31.03.2006

CPE : Brèves remarques sur la promulgation annoncée de la loi sur l'égalité des chances

La déclaration du Président de la République annonçant son intention de promulguer la loi sur l'égalité des chances laisse perplexe pour au moins deux raisons.


1°) Les deux modifications annoncées par le Président de la République sont les suivantes : "La période de deux ans (qualification étrangement neutre ) sera réduite à un an. En cas de rupture du contrat, le droit du jeune salarié à en connaître les raisons sera inscrit dans la nouvelle loi".

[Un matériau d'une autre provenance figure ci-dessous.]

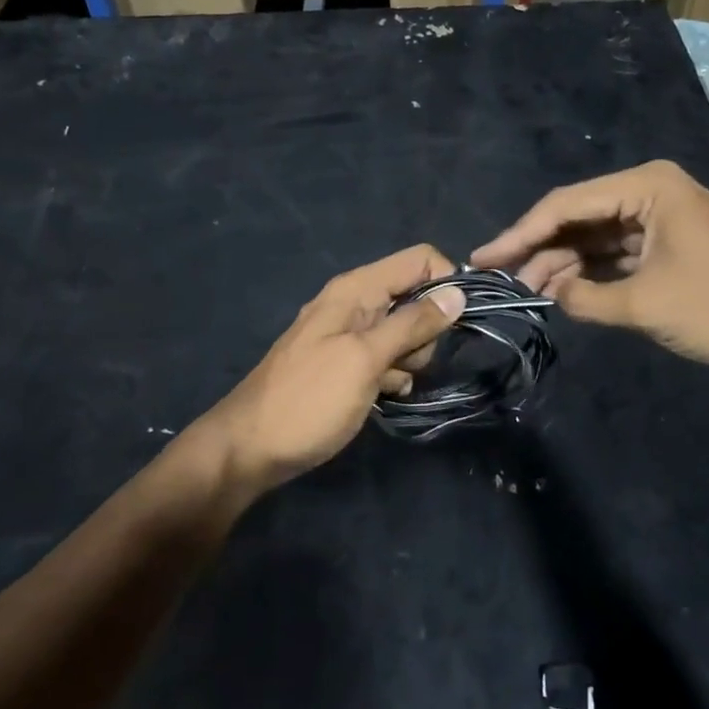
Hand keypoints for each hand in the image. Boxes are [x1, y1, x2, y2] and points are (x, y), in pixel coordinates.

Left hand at [197, 245, 465, 493]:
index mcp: (356, 289)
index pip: (419, 259)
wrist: (251, 448)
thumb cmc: (310, 399)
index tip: (456, 323)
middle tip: (403, 362)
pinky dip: (391, 375)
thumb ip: (411, 324)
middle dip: (425, 331)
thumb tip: (457, 291)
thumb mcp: (365, 359)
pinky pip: (387, 357)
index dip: (444, 284)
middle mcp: (354, 303)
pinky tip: (379, 395)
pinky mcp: (347, 363)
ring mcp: (349, 334)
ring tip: (384, 383)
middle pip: (416, 297)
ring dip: (408, 359)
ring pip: (405, 332)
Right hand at [471, 160, 708, 365]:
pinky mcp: (668, 242)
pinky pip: (616, 250)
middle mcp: (650, 191)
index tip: (484, 258)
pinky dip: (590, 270)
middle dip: (540, 249)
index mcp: (647, 186)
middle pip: (578, 216)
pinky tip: (563, 289)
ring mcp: (660, 217)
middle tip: (502, 278)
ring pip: (595, 235)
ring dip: (563, 263)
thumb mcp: (645, 303)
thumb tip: (548, 293)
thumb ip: (585, 298)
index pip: (566, 205)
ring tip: (528, 291)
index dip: (520, 233)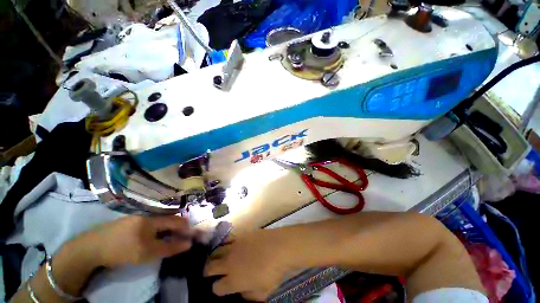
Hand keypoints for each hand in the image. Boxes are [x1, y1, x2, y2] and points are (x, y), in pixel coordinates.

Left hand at [90, 215, 192, 267]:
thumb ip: (169, 247)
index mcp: (152, 220)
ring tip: (168, 240)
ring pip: (158, 223)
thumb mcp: (147, 252)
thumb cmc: (122, 250)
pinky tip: (152, 239)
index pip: (176, 221)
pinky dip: (155, 231)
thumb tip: (188, 244)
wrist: (90, 248)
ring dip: (166, 230)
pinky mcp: (128, 223)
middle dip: (177, 229)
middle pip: (167, 220)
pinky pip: (148, 225)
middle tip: (181, 239)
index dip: (185, 228)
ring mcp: (136, 218)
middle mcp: (146, 216)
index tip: (192, 235)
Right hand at [204, 229, 296, 301]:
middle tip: (210, 273)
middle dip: (208, 272)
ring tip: (217, 259)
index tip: (221, 288)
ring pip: (216, 252)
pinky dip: (225, 244)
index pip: (216, 288)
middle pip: (210, 267)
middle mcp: (229, 263)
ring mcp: (234, 247)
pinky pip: (227, 240)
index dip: (217, 289)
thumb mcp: (262, 293)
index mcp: (233, 280)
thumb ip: (248, 296)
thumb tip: (241, 291)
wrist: (279, 247)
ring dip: (214, 257)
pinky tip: (229, 246)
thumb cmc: (272, 273)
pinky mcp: (240, 235)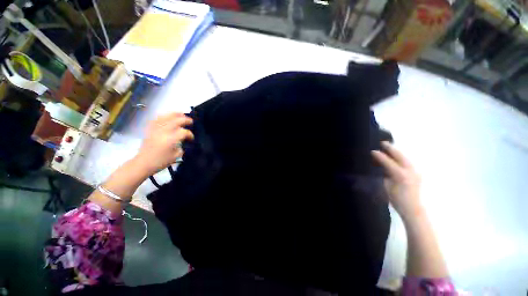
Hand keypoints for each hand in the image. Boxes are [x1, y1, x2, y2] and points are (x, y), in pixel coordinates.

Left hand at [134, 113, 193, 176]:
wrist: (143, 163)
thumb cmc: (161, 161)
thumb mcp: (176, 156)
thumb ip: (182, 146)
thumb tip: (183, 140)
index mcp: (171, 139)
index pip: (184, 132)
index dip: (190, 134)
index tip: (191, 138)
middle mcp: (163, 132)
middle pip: (176, 121)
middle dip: (185, 120)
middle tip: (191, 122)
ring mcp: (156, 129)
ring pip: (166, 117)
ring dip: (175, 114)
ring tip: (181, 114)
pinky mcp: (150, 129)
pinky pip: (157, 119)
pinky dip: (163, 116)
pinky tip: (167, 116)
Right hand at [371, 141, 421, 222]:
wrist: (413, 209)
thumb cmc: (397, 199)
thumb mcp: (387, 187)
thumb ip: (385, 175)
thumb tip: (382, 166)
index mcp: (400, 175)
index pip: (388, 162)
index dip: (380, 156)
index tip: (372, 151)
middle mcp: (410, 171)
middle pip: (400, 156)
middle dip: (391, 149)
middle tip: (383, 143)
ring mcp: (415, 172)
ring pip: (405, 158)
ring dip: (397, 152)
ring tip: (389, 147)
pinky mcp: (417, 174)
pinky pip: (408, 163)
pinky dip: (401, 158)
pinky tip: (396, 158)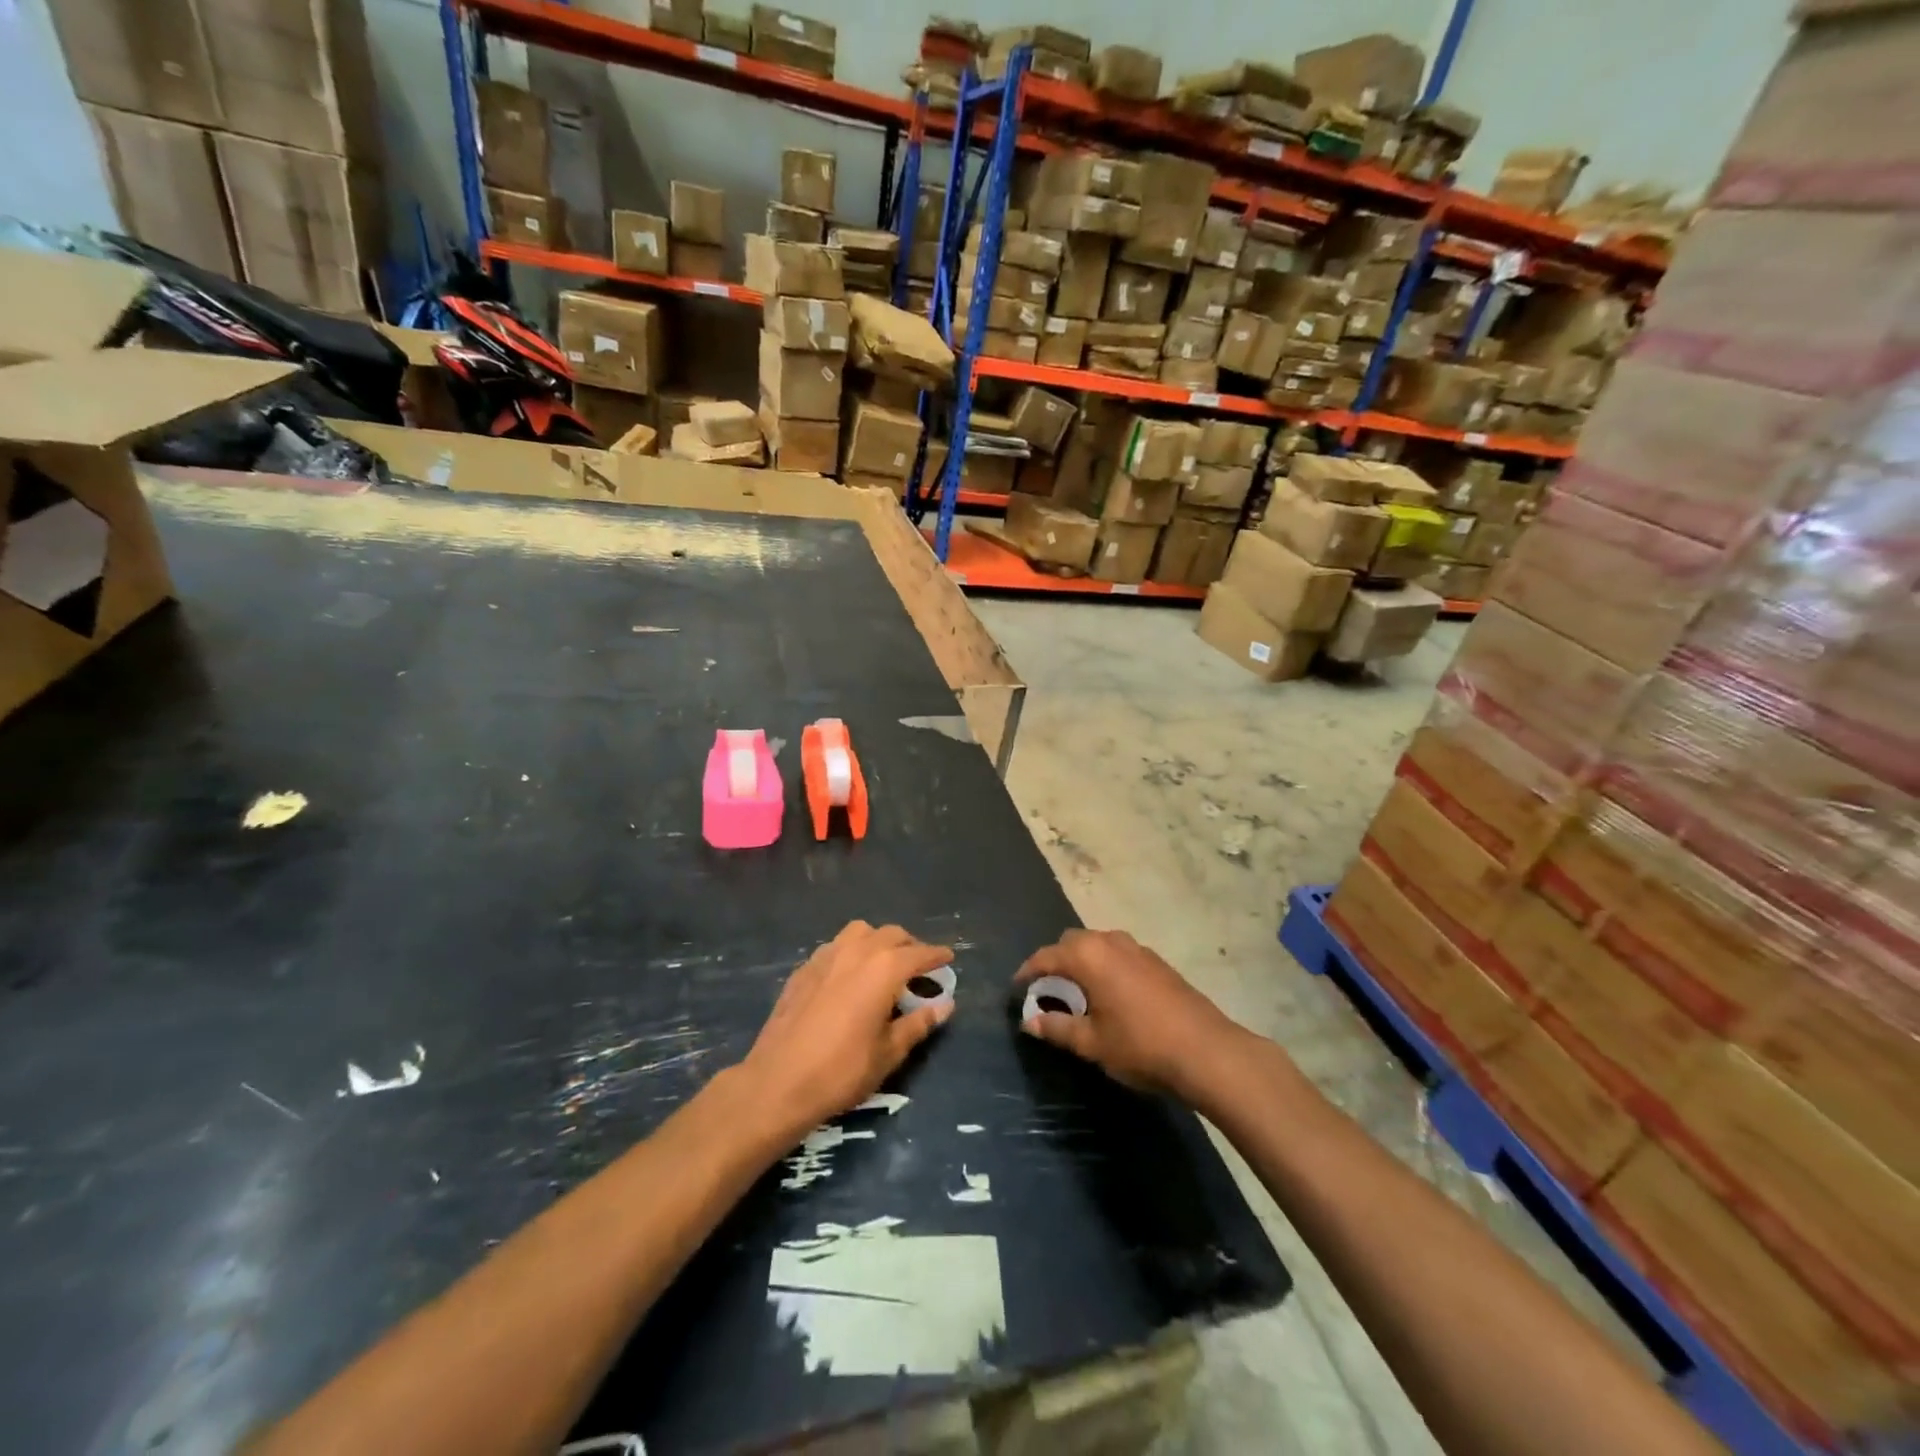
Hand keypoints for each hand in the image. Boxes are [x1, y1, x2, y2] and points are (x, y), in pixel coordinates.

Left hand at [740, 922, 953, 1139]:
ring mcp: (826, 956)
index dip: (936, 955)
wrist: (779, 1081)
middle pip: (891, 934)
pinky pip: (835, 947)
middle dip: (909, 945)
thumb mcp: (889, 1053)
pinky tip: (849, 976)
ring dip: (877, 941)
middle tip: (918, 966)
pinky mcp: (803, 969)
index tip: (949, 957)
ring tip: (883, 964)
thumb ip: (918, 1023)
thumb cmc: (842, 1070)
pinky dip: (850, 952)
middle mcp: (856, 952)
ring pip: (860, 932)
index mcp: (883, 969)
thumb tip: (945, 1005)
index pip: (919, 953)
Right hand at [1015, 930, 1246, 1100]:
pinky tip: (1111, 994)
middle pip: (1072, 942)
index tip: (1017, 987)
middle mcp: (1110, 942)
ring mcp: (1138, 948)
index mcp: (1089, 956)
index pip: (1047, 955)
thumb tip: (1030, 1022)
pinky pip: (1119, 954)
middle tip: (1048, 990)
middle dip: (1056, 961)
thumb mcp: (1092, 1042)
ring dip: (1083, 962)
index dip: (1028, 971)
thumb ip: (1057, 1028)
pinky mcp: (1158, 962)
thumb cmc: (1141, 1046)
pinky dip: (1106, 966)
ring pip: (1098, 945)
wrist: (1206, 1051)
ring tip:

Cette dernière phrase est des plus ambiguës. Faut-il comprendre que la rupture pourra être consommée sans motif, à charge pour le salarié de réclamer une explication à l'employeur ? Ce " droit de connaître les origines de la rupture" serait pour le moins curieux et peu protecteur. Faut-il comprendre que la rupture devra être motivée? Comme il a déjà été écrit sur ce blog, ce système ne changerait rien. Peu importe en effet qu'une motivation soit imposée, si un motif minimum, une cause réelle et sérieuse au petit pied, ne sont pas exigés.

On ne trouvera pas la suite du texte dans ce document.